A silly question, do you have to take them down to water them?


----------



## berksmike (Jan 2, 2008)

They just unhook from the trellis so just need to dunk them every now and then. Mostly i just mist the leaves and fill the vase with a pump spray
The mouunted orchids i just been misting


----------



## rimonex (Dec 21, 2010)

I do like the wandering jew :mf_dribble:

Any chance of some cuttings when it gets a bit bigger??


----------



## soundstounite (Sep 6, 2009)

Beautiful Mike,i think its going to look very cool once finished,great off the wall thinking,sorry that was a bit cras:blush:
Stu


----------



## dexter35yrs (May 22, 2011)

*..*

looking good mike...:2thumb:


----------



## berksmike (Jan 2, 2008)

Cheers guys
Gonna take a while to get it finiished but hopefully will look nice. Want as many plants as i can get in my frogroom


----------



## Paul112 (Apr 6, 2007)

What a fantastic idea! I have a baby _Philodendron giganteum_ that I wish I could do something like that with.

Best,
Paul


----------



## berksmike (Jan 2, 2008)

One of those big leaved Philodendron would do well on the trellis Paul.
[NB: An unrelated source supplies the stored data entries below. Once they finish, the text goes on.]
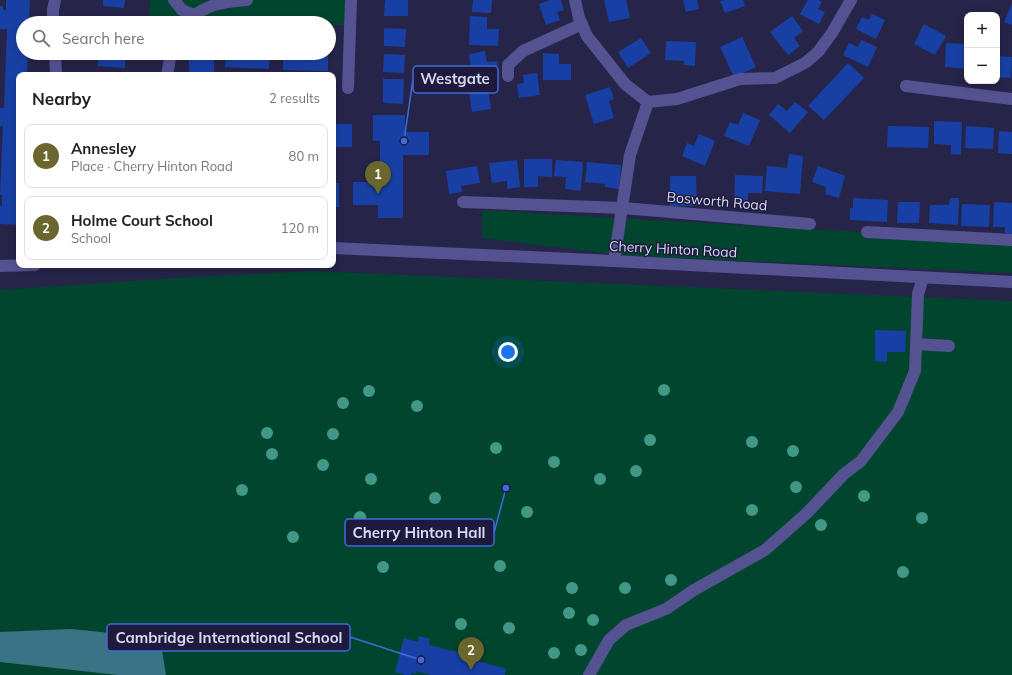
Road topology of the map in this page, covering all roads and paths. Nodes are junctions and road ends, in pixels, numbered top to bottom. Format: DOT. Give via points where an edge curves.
graph roads {
  1 [pos="55,0"];
  2 [pos="174,0"];
  3 [pos="247,0"];
  4 [pos="351,0"];
  5 [pos="575,0"];
  6 [pos="851,0"];
  7 [pos="53,16"];
  8 [pos="187,16"];
  9 [pos="194,16"];
  10 [pos="582,24"];
  11 [pos="55,60"];
  12 [pos="170,60"];
  13 [pos="56,72"];
  14 [pos="168,72"];
  15 [pos="508,76"];
  16 [pos="906,86"];
  17 [pos="348,88"];
  18 [pos="1012,99"];
  19 [pos="648,102"];
  20 [pos="463,202"];
  21 [pos="623,208"];
  22 [pos="810,224"];
  23 [pos="867,232"];
  24 [pos="1012,240"];
  25 [pos="336,248"];
  26 [pos="614,261"];
  27 [pos="0,266"];
  28 [pos="16,266"];
  29 [pos="923,278"];
  30 [pos="1012,282"];
  31 [pos="916,344"];
  32 [pos="949,346"];
  33 [pos="589,675"];
  1 -- 7 [label="street"];
  2 -- 8 [label="street"];
  3 -- 9 [label="street" via="225,2 204,9"];
  4 -- 17 [label="street"];
  5 -- 10 [label="street"];
  6 -- 19 [label="street" via="818,52 805,63 775,78 740,79 677,99"];
  10 -- 15 [label="street" via="523,51 508,65"];
  10 -- 19 [label="street" via="587,36 626,84"];
  11 -- 13 [label="street"];
  12 -- 14 [label="street"];
  16 -- 18 [label="street"];
  19 -- 21 [label="street" via="630,155"];
  20 -- 21 [label="street, Bosworth Road"];
  21 -- 22 [label="street, Bosworth Road"];
  21 -- 26 [label="street"];
  23 -- 24 [label="street"];
  25 -- 26 [label="street, Cherry Hinton Road"];
  26 -- 29 [label="street, Cherry Hinton Road"];
  27 -- 28 [label="street"];
  29 -- 30 [label="street, Cherry Hinton Road"];
  29 -- 31 [label="street" via="918,294"];
  31 -- 32 [label="street"];
  31 -- 33 [label="street" via="915,371 898,412 861,461 764,550 666,609 626,625 609,640"];
}
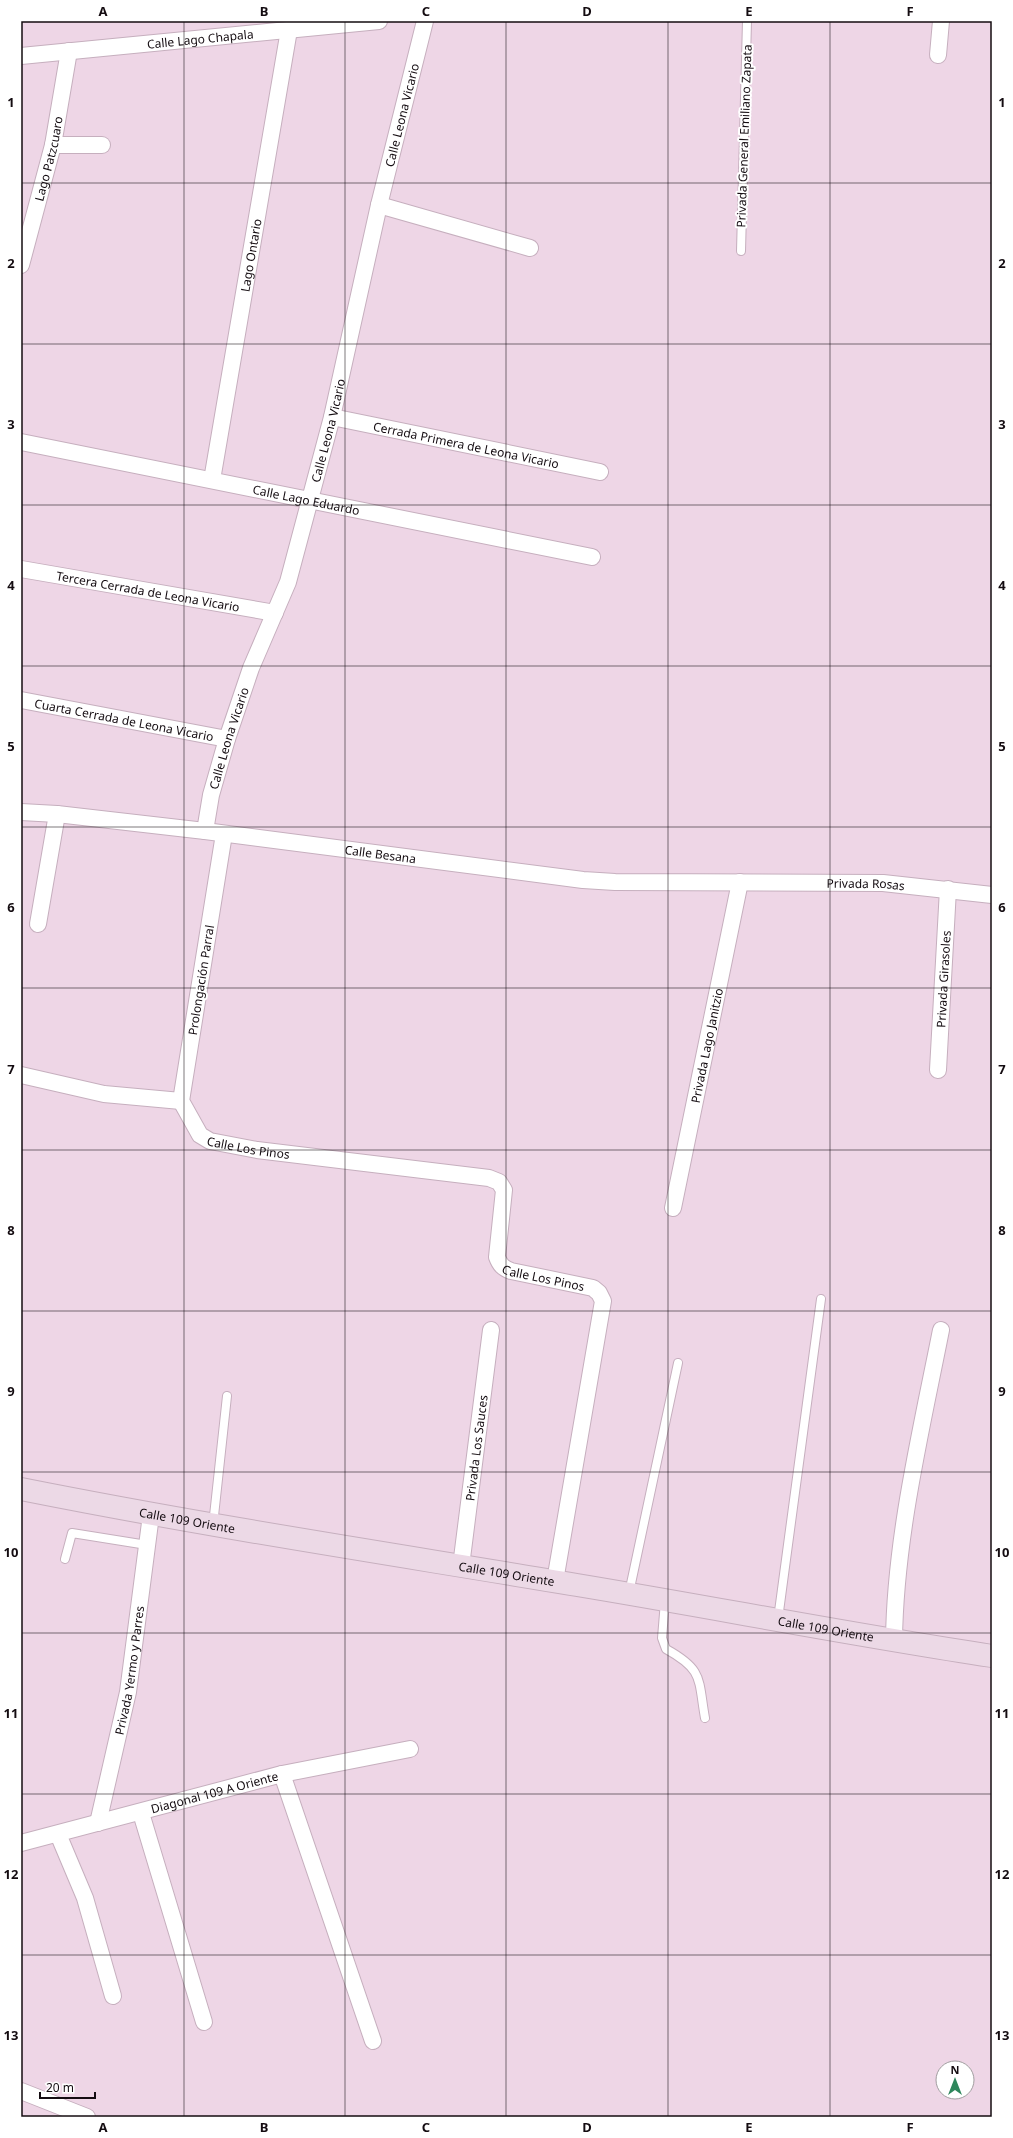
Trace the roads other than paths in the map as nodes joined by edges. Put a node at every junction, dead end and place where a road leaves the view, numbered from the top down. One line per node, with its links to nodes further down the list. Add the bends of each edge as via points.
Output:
1 (379, 21): 5 (street, Calle Lago Chapala)
2 (425, 21): 11 (street, Calle Leona Vicario)
3 (748, 21): 13 (lane, Privada General Emiliano Zapata)
4 (941, 21): 7 (street)
5 (289, 30): 6 (street, Calle Lago Chapala); 18 (street, Lago Ontario)
6 (69, 51): 8 (street, Calle Lago Chapala); 9 (street, Lago Patzcuaro)
7 (938, 55)
8 (21, 56)
9 (53, 145): 10 (street); 14 (street, Lago Patzcuaro)
10 (102, 145)
11 (379, 205): 12 (street); 15 (street, Calle Leona Vicario)
12 (530, 248)
13 (741, 251)
14 (21, 265)
15 (332, 417): 17 (street, Cerrada Primera de Leona Vicario); 19 (street, Calle Leona Vicario)
16 (21, 442): 18 (street, Calle Lago Eduardo)
17 (600, 472)
18 (212, 480): 19 (street, Calle Lago Eduardo)
19 (310, 501): 20 (street, Calle Lago Eduardo); 22 (street, Calle Leona Vicario, via 288,582)
20 (592, 556)
21 (21, 569): 22 (street, Tercera Cerrada de Leona Vicario)
22 (275, 613): 24 (street, Calle Leona Vicario, via 251,668)
23 (21, 700): 24 (street, Cuarta Cerrada de Leona Vicario)
24 (228, 739): 27 (street, Calle Leona Vicario, via 211,795)
25 (21, 812): 26 (street, Calle Besana)
26 (57, 814): 27 (street, Calle Besana); 32 (street)
27 (205, 831): 28 (street, Calle Besana)
28 (224, 834): 29 (street, Calle Besana, via 583,880); 35 (street, Prolongación Parral)
29 (740, 882): 30 (street, Privada Rosas, via 882,883); 36 (street, Privada Lago Janitzio)
30 (948, 889): 31 (street, Privada Rosas); 33 (street, Privada Girasoles)
31 (992, 894)
32 (38, 924)
33 (938, 1070)
34 (21, 1075): 35 (street, via 104,1094)
35 (181, 1101): 48 (street, Calle Los Pinos, via 200,1135 210,1141 257,1150 489,1178 499,1182 504,1190 497,1257 499,1264 504,1268 593,1288 599,1293 603,1301)
36 (673, 1208)
37 (821, 1299): 51 (lane)
38 (491, 1330): 47 (street, Privada Los Sauces)
39 (941, 1330): 52 (street, via 901,1551 894,1599)
40 (678, 1362): 49 (lane)
41 (228, 1396): 44 (lane)
42 (21, 1489): 43 (street, Calle 109 Oriente)
43 (151, 1515): 44 (street, Calle 109 Oriente); 45 (street, Privada Yermo y Parres)
44 (213, 1525): 47 (street, Calle 109 Oriente)
45 (147, 1545): 46 (lane, via 72,1533); 58 (street, Privada Yermo y Parres, via 128,1692)
46 (66, 1559)
47 (461, 1566): 48 (street, Calle 109 Oriente)
48 (555, 1581): 49 (street, Calle 109 Oriente)
49 (629, 1594): 50 (street, Calle 109 Oriente)
50 (665, 1600): 51 (street, Calle 109 Oriente); 54 (lane, via 662,1638 666,1649 686,1659 697,1672)
51 (778, 1620): 52 (street, Calle 109 Oriente)
52 (894, 1641): 53 (street, Calle 109 Oriente)
53 (992, 1656)
54 (705, 1718)
55 (410, 1749): 56 (street, Diagonal 109 A Oriente)
56 (282, 1774): 57 (street, Diagonal 109 A Oriente); 63 (street)
57 (141, 1813): 58 (street, Diagonal 109 A Oriente); 62 (street)
58 (98, 1823): 59 (street, Diagonal 109 A Oriente)
59 (58, 1834): 60 (street, Diagonal 109 A Oriente); 61 (street, via 85,1898)
60 (21, 1843)
61 (112, 1996)
62 (204, 2022)
63 (373, 2041)
64 (21, 2091): 65 (street)
65 (87, 2117)

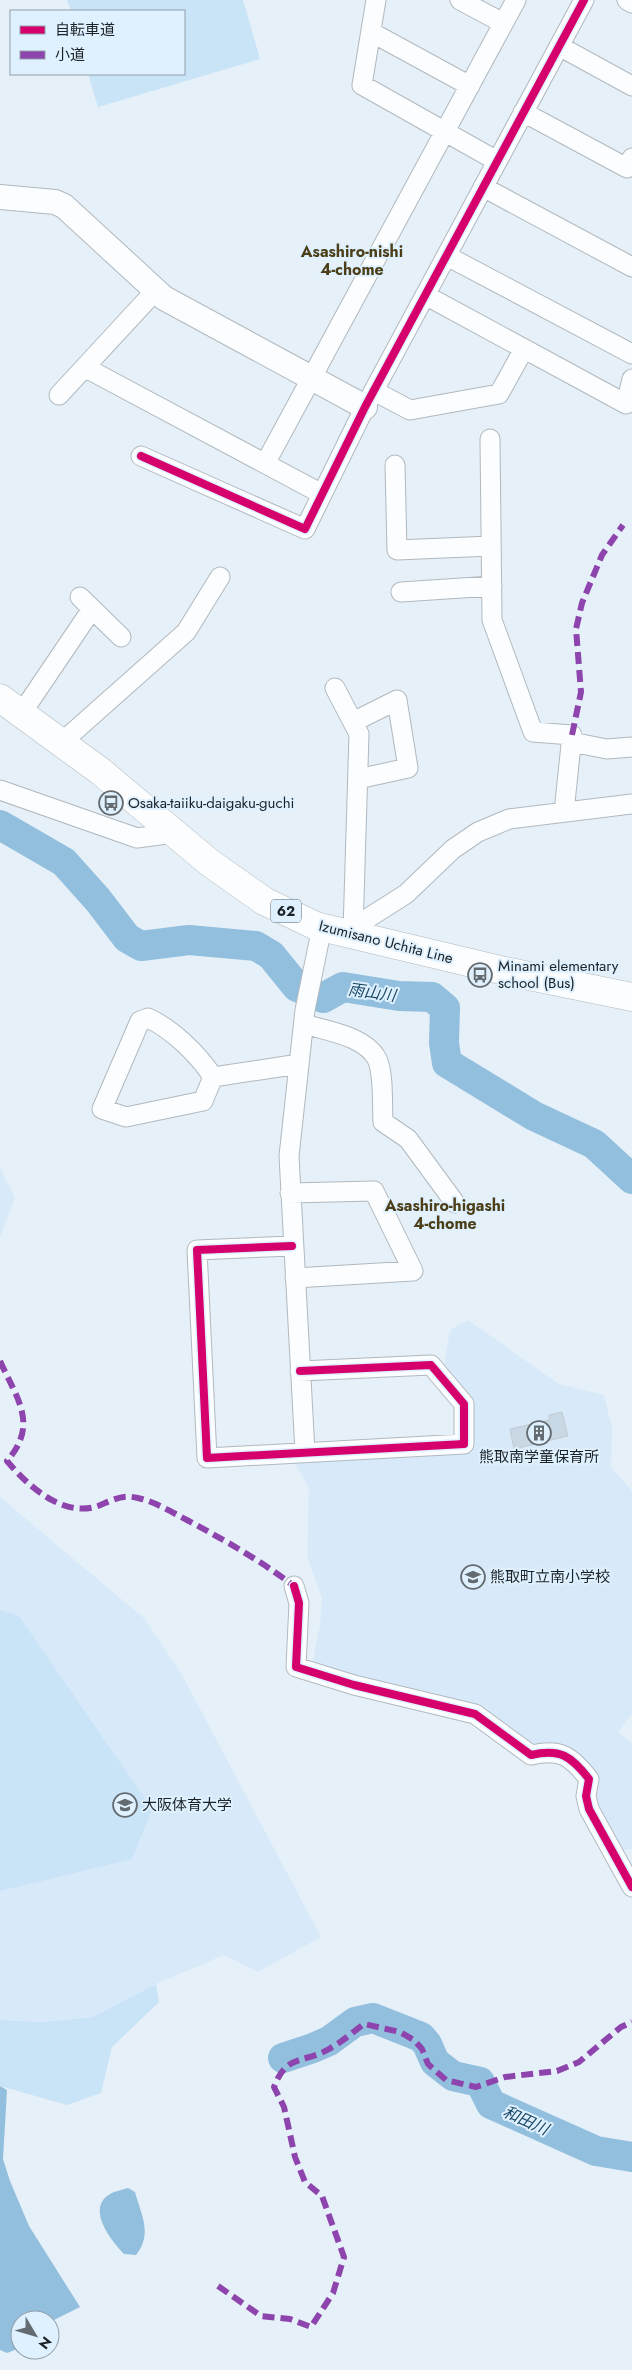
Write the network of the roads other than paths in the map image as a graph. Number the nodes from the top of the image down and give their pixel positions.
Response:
1 (376, 0) edge
2 (460, 0) edge
3 (516, 0) edge
4 (584, 0) edge
5 (627, 0) edge
6 (632, 3) edge
7 (503, 23) junction
8 (371, 32) junction
9 (559, 46) junction
10 (470, 86) junction
11 (632, 86) edge
12 (524, 112) junction
13 (446, 132) junction
14 (497, 161) junction
15 (630, 166) edge
16 (483, 187) junction
17 (0, 197) edge
18 (447, 256) junction
19 (632, 267) edge
20 (156, 290) junction
21 (425, 295) junction
22 (524, 349) junction
23 (632, 354) edge
24 (86, 368) junction
25 (312, 378) junction
26 (632, 379) edge
27 (59, 395) dead end
28 (370, 399) junction
29 (490, 439) dead end
30 (141, 456) dead end
31 (266, 462) junction
32 (395, 465) dead end
33 (322, 494) junction
34 (491, 546) junction
35 (220, 577) dead end
36 (492, 586) junction
37 (401, 592) dead end
38 (121, 637) dead end
39 (335, 688) dead end
40 (11, 706) edge
41 (353, 722) junction
42 (571, 742) junction
43 (62, 743) junction
44 (632, 747) edge
45 (358, 779) junction
46 (0, 790) edge
47 (632, 804) edge
48 (564, 812) junction
49 (174, 833) junction
50 (322, 927) junction
51 (351, 933) junction
52 (632, 997) edge
53 (305, 1017) junction
54 (299, 1064) junction
55 (213, 1077) junction
56 (290, 1193) junction
57 (455, 1203) dead end
58 (292, 1246) junction
59 (295, 1278) junction
60 (300, 1371) junction
61 (305, 1452) junction
62 (294, 1586) dead end
63 (626, 1860) edge
64 (632, 1887) edge

1 - 8 street
2 - 7 street
3 - 7 street
4 - 9 street
5 - 6 street
7 - 10 street
8 - 10 street
8 - 13 street
9 - 11 street
9 - 12 street
10 - 13 street
12 - 14 street
12 - 15 street
13 - 14 street
13 - 25 street
14 - 16 street
16 - 18 street
16 - 19 street
17 - 20 street
18 - 21 street
18 - 23 street
20 - 24 street
20 - 25 street
21 - 22 street
21 - 28 street
22 - 26 street
22 - 28 street
24 - 27 street
24 - 31 street
25 - 28 street
25 - 31 street
28 - 33 street
29 - 34 street
30 - 33 street
31 - 33 street
32 - 34 street
34 - 36 street
35 - 43 street
36 - 37 street
36 - 42 street
38 - 40 street
39 - 41 street
40 - 43 main road, Izumisano Uchita Line / 62
41 - 45 street
41 - 45 street
42 - 44 street
42 - 48 street
43 - 49 main road, Izumisano Uchita Line / 62
45 - 51 street
46 - 49 street
47 - 48 street
48 - 51 street
49 - 50 main road, Izumisano Uchita Line / 62
50 - 51 main road, Izumisano Uchita Line / 62
50 - 53 street
51 - 52 main road, Izumisano Uchita Line / 62
53 - 54 street
53 - 57 street
54 - 55 street
54 - 56 street
55 - 55 street
56 - 58 street
56 - 59 street
58 - 59 street
58 - 61 street
59 - 60 street
60 - 61 street
60 - 61 street
62 - 63 street
63 - 64 street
Had a bit of a move around on the trellis work after I got this lovely Aechemea "Blue Rain" from the Tatton Park show along with loads of Spanish Moss (Tillandsia usenoides):










So heres the trellis as it stands now (with still more Spanish Moss to fix up):




























Ive planted some Glory Lily tubers (Gloriosa rothschildiana) in the big terracotta pot on top of my livefood rack and plan to train the vine over the trellis from the side. Fortunately this grows very fast and dies back each year making it easy I hope to move things around as needed:










Also picked up some more carnivorous plants (another obsession although most live in the greenhouse!):




























Also picked up a couple of Disa orchids from a specialist nursery and think I could end up with quite a few more in time:


----------



## Ron Magpie (Oct 11, 2009)

My Spanish moss pegged it in the end- the water here is really chalky from the North Downs- although, if I'd planned it properly, I could have brought back bottles of rainwater from the boyfs rainbutts on the Island. Next time...


----------



## berksmike (Jan 2, 2008)

I got rainbutts when i got more carnivorous plants going.
i been spraying the spanish moss daily and will give it a good soak in rainwater once a week


----------



## Ron Magpie (Oct 11, 2009)

berksmike said:


> I got rainbutts when i got more carnivorous plants going.
> i been spraying the spanish moss daily and will give it a good soak in rainwater once a week


That's the trouble for me; I live in a flat in a block: no direct access to rain. It wouldn't be hard to arrange from his place, though


----------



## berksmike (Jan 2, 2008)

Finally getting there in the frog room. Bought a few plants at some garden shows and a few online sites. Trying to plant out the frogroom more - got some goodies still growing on in the greenhouse along with those big broms (need to find a better way of mounting them as watering was a problem) but this is how its looking so far (the branch was one of the perches I had for a group of chipmunks I had as a kid - found it in the loft next to Shergar and the Earl of Lucan):
Have got some fireball on there as well as some other neos (liliputiana etc) a small staghorn fern offset and some epiphytic orchids:



















This is the Platycerium veitchii 'Lemoinei' mounted on a chopping board:











Platycerium bifurcatum along with broms mounted on cork:











Just some general frogroom pics (getting a new viv end of week so one more - at least lol - will be going in there):



















































Ive been growing in a viv which hopefully will house some Theloderma corticale - have done the moss slurry method in the viv but also planted some Riccia fluitans (both aquatically and on sphagnum tied round branches with fishing line and elsewhere) and Im really pleased with the growth (although the pictures dont show how green it is):



















Having success growing it terrestrially in other vivs too - needs a plenty of moisture but found it does fine on any surface that retains a decent amount of water like the natural seed pods etc.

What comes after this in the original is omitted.